Unless you take the tire off completely, there is no way you can fully inspect the inside of the tire for glass/etc. You also can't look for internal rim problems, such as a spoke sticking through the rim tape, or (this happened to me recently), a poorly ground weld scar on the inside of the rim. Considering that you already have the wheel off, the few extra seconds it takes to fully remove the tire is good insurance against missing something. Back when I first worked as a bike mechanic 30 years ago, the shop owner said that was the only proper way to fix a tire. "If you don't, and they get 2 miles down the road and have a second flat, you're gonna fix it after work, on your own damn time", he said.


----------



## John Nelson (Mar 10, 2006)

Although I agree that removing the tire completely allows a much better inspection, I don't know what that has to do with the problem being discussed in this thread.


----------



## Fredrico (Jun 15, 2002)

John Nelson said:


> Although I agree that removing the tire completely allows a much better inspection, I don't know what that has to do with the problem being discussed in this thread.


Inflating the tube just enough to give it a donut shape, then putting it inside the tire, then putting the tire on the rim, is the most foolproof way of avoiding pinching the tube between the tire bead and the rim. It's also the best way to avoid having the tire bead seat unevenly when pressured up. Of course spinning the wheel in your hands will show whether the bead is seated evenly or not.
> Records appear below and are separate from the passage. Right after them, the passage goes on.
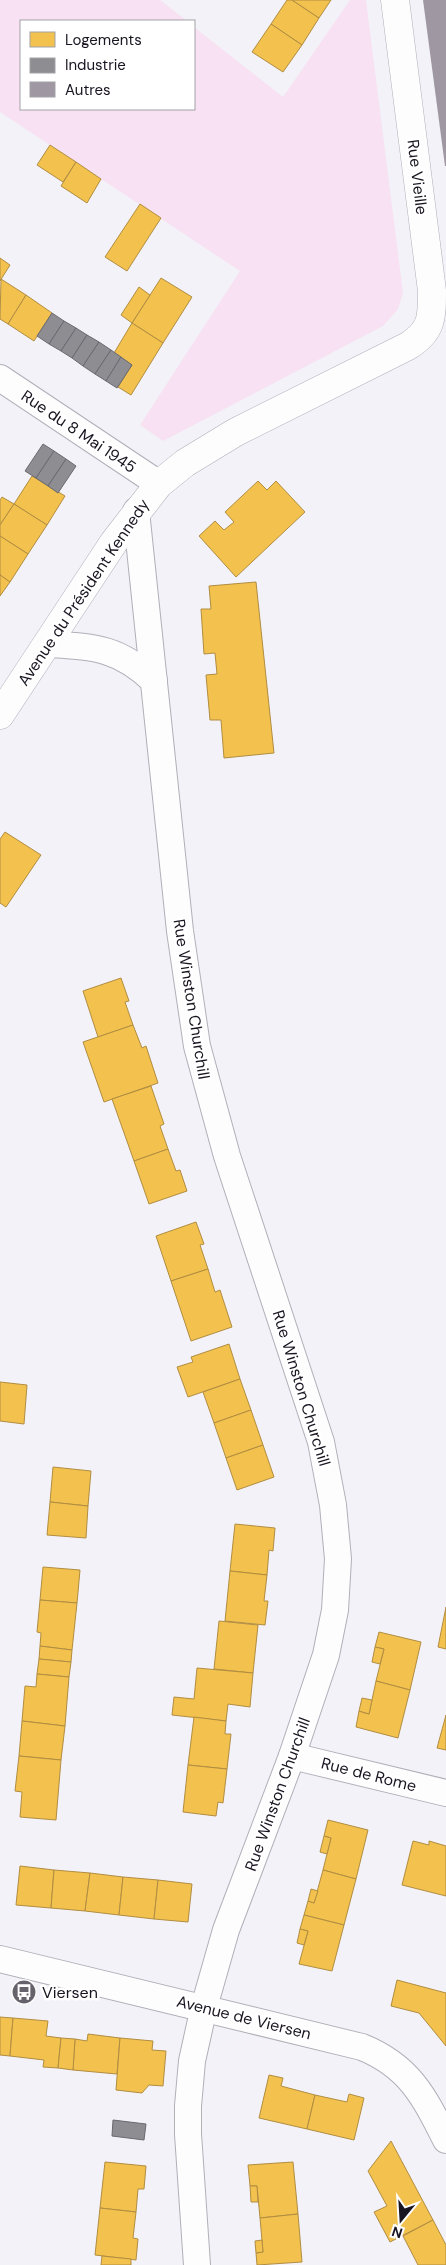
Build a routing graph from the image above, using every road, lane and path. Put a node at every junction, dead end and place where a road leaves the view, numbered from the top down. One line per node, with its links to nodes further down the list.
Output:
1 (394, 0): 2 (street, Rue Vieille)
2 (439, 311): 3 (street, Rue Vieille)
3 (408, 346): 5 (street, Avenue du Président Kennedy)
4 (0, 378): 5 (street, Rue du 8 Mai 1945)
5 (159, 484): 6 (street, Avenue du Président Kennedy)
6 (136, 511): 7 (street, Avenue du Président Kennedy); 8 (street, Rue Winston Churchill)
7 (47, 644): 8 (street); 9 (street, Avenue du Président Kennedy)
8 (154, 681): 10 (street, Rue Winston Churchill)
9 (0, 715)
10 (292, 1756): 11 (street, Rue de Rome); 13 (street, Rue Winston Churchill)
11 (446, 1794)
12 (0, 1959): 13 (street, Avenue de Viersen)
13 (204, 2007): 14 (street, Avenue de Viersen); 15 (street, Rue Winston Churchill)
14 (446, 2140)
15 (197, 2265)

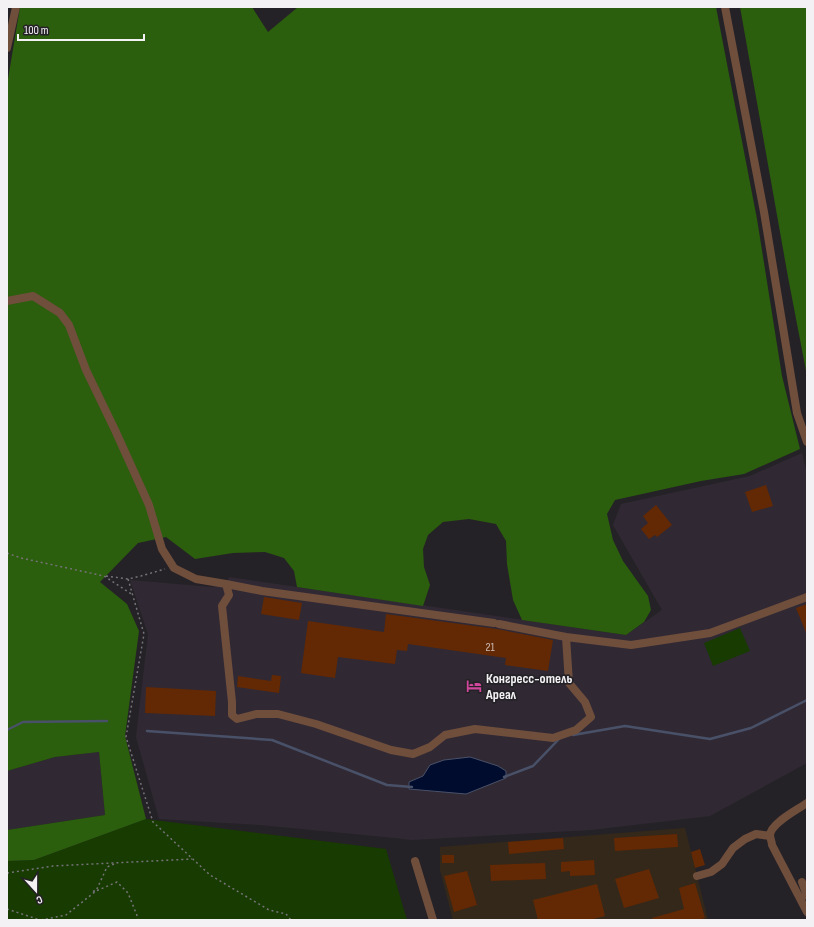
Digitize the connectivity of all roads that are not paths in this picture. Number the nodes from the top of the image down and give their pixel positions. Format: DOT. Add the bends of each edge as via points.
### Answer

Also, talcum powder is the best lubricant between tube and tire. It allows the rubber to slide into place without stretching or ripping when aired up. One guy mentioned on this site that talcum also allows the tube to slide (instead of stretching) inside the tire when riding, thereby reducing rolling resistance. How about that for an imponderable?


----------



## Dave_Stohler (Jan 22, 2004)

John Nelson said:


> Although I agree that removing the tire completely allows a much better inspection, I don't know what that has to do with the problem being discussed in this thread.


Well, because what the newbie did was this: He crammed the tube in poorly, then probably caught it on the bead when it inflated, because the tube wasn't properly inserted fully inside the tire and out of the way of the bead. A tube put inside a removed tire then inflated to about 1psi won't get under the bead.


----------



## PltJett (Nov 23, 2006)

I've had this happen at the track before to me. Only it was because I was a smart cookie and left it in the 110° sun for 2 hours.


----------



## mohair_chair (Oct 3, 2002)

Scenario #3: You have a large tear or gash in the sidewall of your tire. If you get a big enough gash in your tire, the tube will bulge out like a hernia, and eventually it will explode with a loud pop, shredding the tube in the process. It's not really obvious what is happening, so most people will put in another tube, pump it up, and within a few minutes, it will mysteriously explode again. If this happens, check the tire sidewalls very carefully before wasting another tube.

The only chance you have to make a tire like this ridable again is to use a tire boot (look it up) to patch the gash in the tire. A dollar bill or part of a Fed Ex shipping envelope might also work. Whatever you use might not hold for very long, so if you are at mile 20 of a 100 mile ride, you might want to consider turning back. The tire is gone, and you need to replace it ASAP.

http://www.rei.com/product/738836


----------